EXERCISE: Your reply should consist of the entries, copied exactly and stripped of images.

[Saved entries]

= Beginning of Section =

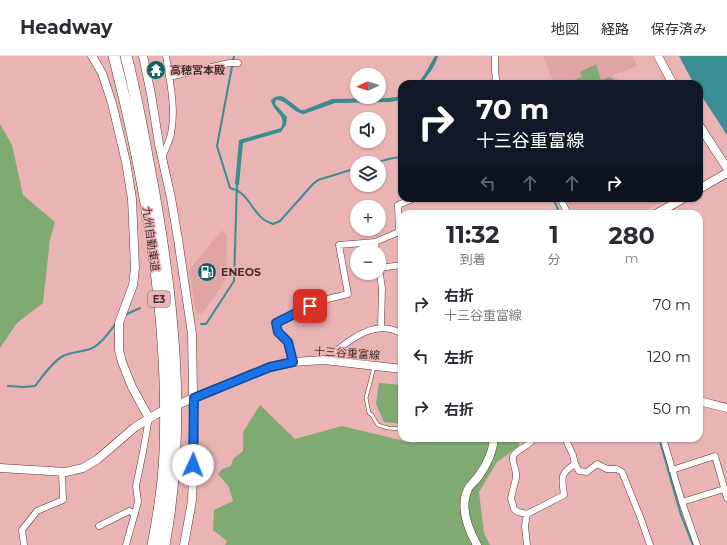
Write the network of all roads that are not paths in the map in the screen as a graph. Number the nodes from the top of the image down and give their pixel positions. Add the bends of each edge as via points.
1 (92, 56) edge
2 (96, 56) edge
3 (111, 56) edge
4 (114, 56) edge
5 (127, 56) edge
6 (143, 56) edge
7 (166, 56) edge
8 (495, 56) edge
9 (658, 56) edge
10 (234, 63) dead end
11 (102, 73) junction
12 (169, 77) junction
13 (496, 80) edge
14 (671, 80) edge
15 (703, 131) edge
16 (162, 158) junction
17 (139, 164) junction
18 (727, 168) edge
19 (727, 173) edge
20 (703, 187) edge
21 (405, 202) edge
22 (677, 202) edge
23 (398, 210) edge
24 (663, 210) edge
25 (398, 234) edge
26 (375, 242) joint
27 (398, 266) edge
28 (386, 267) edge
29 (381, 280) edge
30 (381, 327) junction
31 (398, 331) edge
32 (324, 360) junction
33 (293, 362) junction
34 (374, 365) junction
35 (398, 368) edge
36 (194, 398) junction
37 (703, 402) edge
38 (179, 404) dead end
39 (727, 408) edge
40 (160, 412) dead end
41 (149, 418) junction
42 (398, 429) edge
43 (493, 442) edge
44 (531, 442) edge
45 (567, 442) edge
46 (664, 442) edge
47 (575, 464) junction
48 (0, 468) edge
49 (672, 470) junction
50 (62, 472) junction
51 (724, 489) junction
52 (727, 498) edge
53 (682, 502) junction
54 (135, 514) junction
55 (527, 514) junction
56 (99, 526) dead end
57 (24, 545) edge
58 (126, 545) edge
59 (153, 545) edge
60 (164, 545) edge
61 (184, 545) edge
62 (477, 545) edge
63 (527, 545) edge
64 (650, 545) edge
65 (697, 545) edge

1 - 11 street
2 - 11 street
3 - 17 highway
4 - 17 highway, 九州自動車道 / E3
5 - 60 highway, 九州自動車道 / E3 via 141,119 168,289 174,377 175,454
6 - 16 street
7 - 12 street
8 - 13 street
9 - 14 street
10 - 12 street
11 - 41 street via 120,137 132,207 135,268 133,285 120,323 119,350 132,387
12 - 16 street via 173,121 169,142
15 - 18 street
16 - 36 street via 175,218 192,334
17 - 59 highway, 九州自動車道 / E3 via 158,291 166,418 162,486
19 - 20 street
21 - 23 street via 398,205
22 - 24 street
25 - 26 street
26 - 33 street via 339,245 348,294 319,301 276,323 278,332 288,342
27 - 28 street
29 - 30 street
30 - 31 street
30 - 32 street via 354,337
32 - 33 street, 十三谷重富線
32 - 34 street, 十三谷重富線
33 - 36 street, 十三谷重富線 via 270,367
34 - 35 street, 十三谷重富線
34 - 42 lane via 366,398 369,413 378,425
36 - 38 street, 十三谷重富線
36 - 61 street via 192,501
37 - 39 street
40 - 41 street
41 - 50 street via 98,459 83,468
41 - 54 street via 136,486 138,502
43 - 62 street via 485,466 468,489 465,500 464,515
44 - 55 street via 516,451 513,456 516,478 512,504 518,512
45 - 47 street
46 - 49 street
47 - 55 street via 563,474 564,495
47 - 64 street via 583,472 597,464 622,472
48 - 50 street
49 - 51 street via 715,456
49 - 53 street
50 - 57 street via 64,500 37,511 22,530
51 - 52 street
51 - 53 street
53 - 65 street
54 - 56 street via 129,512
54 - 58 street
55 - 63 street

= End of Section =

WRITTEN REPLY:
Write the network of all roads that are not paths in the map in the screen as a graph. Number the nodes from the top of the image down and give their pixel positions. Add the bends of each edge as via points.
1 (92, 56) edge
2 (96, 56) edge
3 (111, 56) edge
4 (114, 56) edge
5 (127, 56) edge
6 (143, 56) edge
7 (166, 56) edge
8 (495, 56) edge
9 (658, 56) edge
10 (234, 63) dead end
11 (102, 73) junction
12 (169, 77) junction
13 (496, 80) edge
14 (671, 80) edge
15 (703, 131) edge
16 (162, 158) junction
17 (139, 164) junction
18 (727, 168) edge
19 (727, 173) edge
20 (703, 187) edge
21 (405, 202) edge
22 (677, 202) edge
23 (398, 210) edge
24 (663, 210) edge
25 (398, 234) edge
26 (375, 242) joint
27 (398, 266) edge
28 (386, 267) edge
29 (381, 280) edge
30 (381, 327) junction
31 (398, 331) edge
32 (324, 360) junction
33 (293, 362) junction
34 (374, 365) junction
35 (398, 368) edge
36 (194, 398) junction
37 (703, 402) edge
38 (179, 404) dead end
39 (727, 408) edge
40 (160, 412) dead end
41 (149, 418) junction
42 (398, 429) edge
43 (493, 442) edge
44 (531, 442) edge
45 (567, 442) edge
46 (664, 442) edge
47 (575, 464) junction
48 (0, 468) edge
49 (672, 470) junction
50 (62, 472) junction
51 (724, 489) junction
52 (727, 498) edge
53 (682, 502) junction
54 (135, 514) junction
55 (527, 514) junction
56 (99, 526) dead end
57 (24, 545) edge
58 (126, 545) edge
59 (153, 545) edge
60 (164, 545) edge
61 (184, 545) edge
62 (477, 545) edge
63 (527, 545) edge
64 (650, 545) edge
65 (697, 545) edge

1 - 11 street
2 - 11 street
3 - 17 highway
4 - 17 highway, 九州自動車道 / E3
5 - 60 highway, 九州自動車道 / E3 via 141,119 168,289 174,377 175,454
6 - 16 street
7 - 12 street
8 - 13 street
9 - 14 street
10 - 12 street
11 - 41 street via 120,137 132,207 135,268 133,285 120,323 119,350 132,387
12 - 16 street via 173,121 169,142
15 - 18 street
16 - 36 street via 175,218 192,334
17 - 59 highway, 九州自動車道 / E3 via 158,291 166,418 162,486
19 - 20 street
21 - 23 street via 398,205
22 - 24 street
25 - 26 street
26 - 33 street via 339,245 348,294 319,301 276,323 278,332 288,342
27 - 28 street
29 - 30 street
30 - 31 street
30 - 32 street via 354,337
32 - 33 street, 十三谷重富線
32 - 34 street, 十三谷重富線
33 - 36 street, 十三谷重富線 via 270,367
34 - 35 street, 十三谷重富線
34 - 42 lane via 366,398 369,413 378,425
36 - 38 street, 十三谷重富線
36 - 61 street via 192,501
37 - 39 street
40 - 41 street
41 - 50 street via 98,459 83,468
41 - 54 street via 136,486 138,502
43 - 62 street via 485,466 468,489 465,500 464,515
44 - 55 street via 516,451 513,456 516,478 512,504 518,512
45 - 47 street
46 - 49 street
47 - 55 street via 563,474 564,495
47 - 64 street via 583,472 597,464 622,472
48 - 50 street
49 - 51 street via 715,456
49 - 53 street
50 - 57 street via 64,500 37,511 22,530
51 - 52 street
51 - 53 street
53 - 65 street
54 - 56 street via 129,512
54 - 58 street
55 - 63 street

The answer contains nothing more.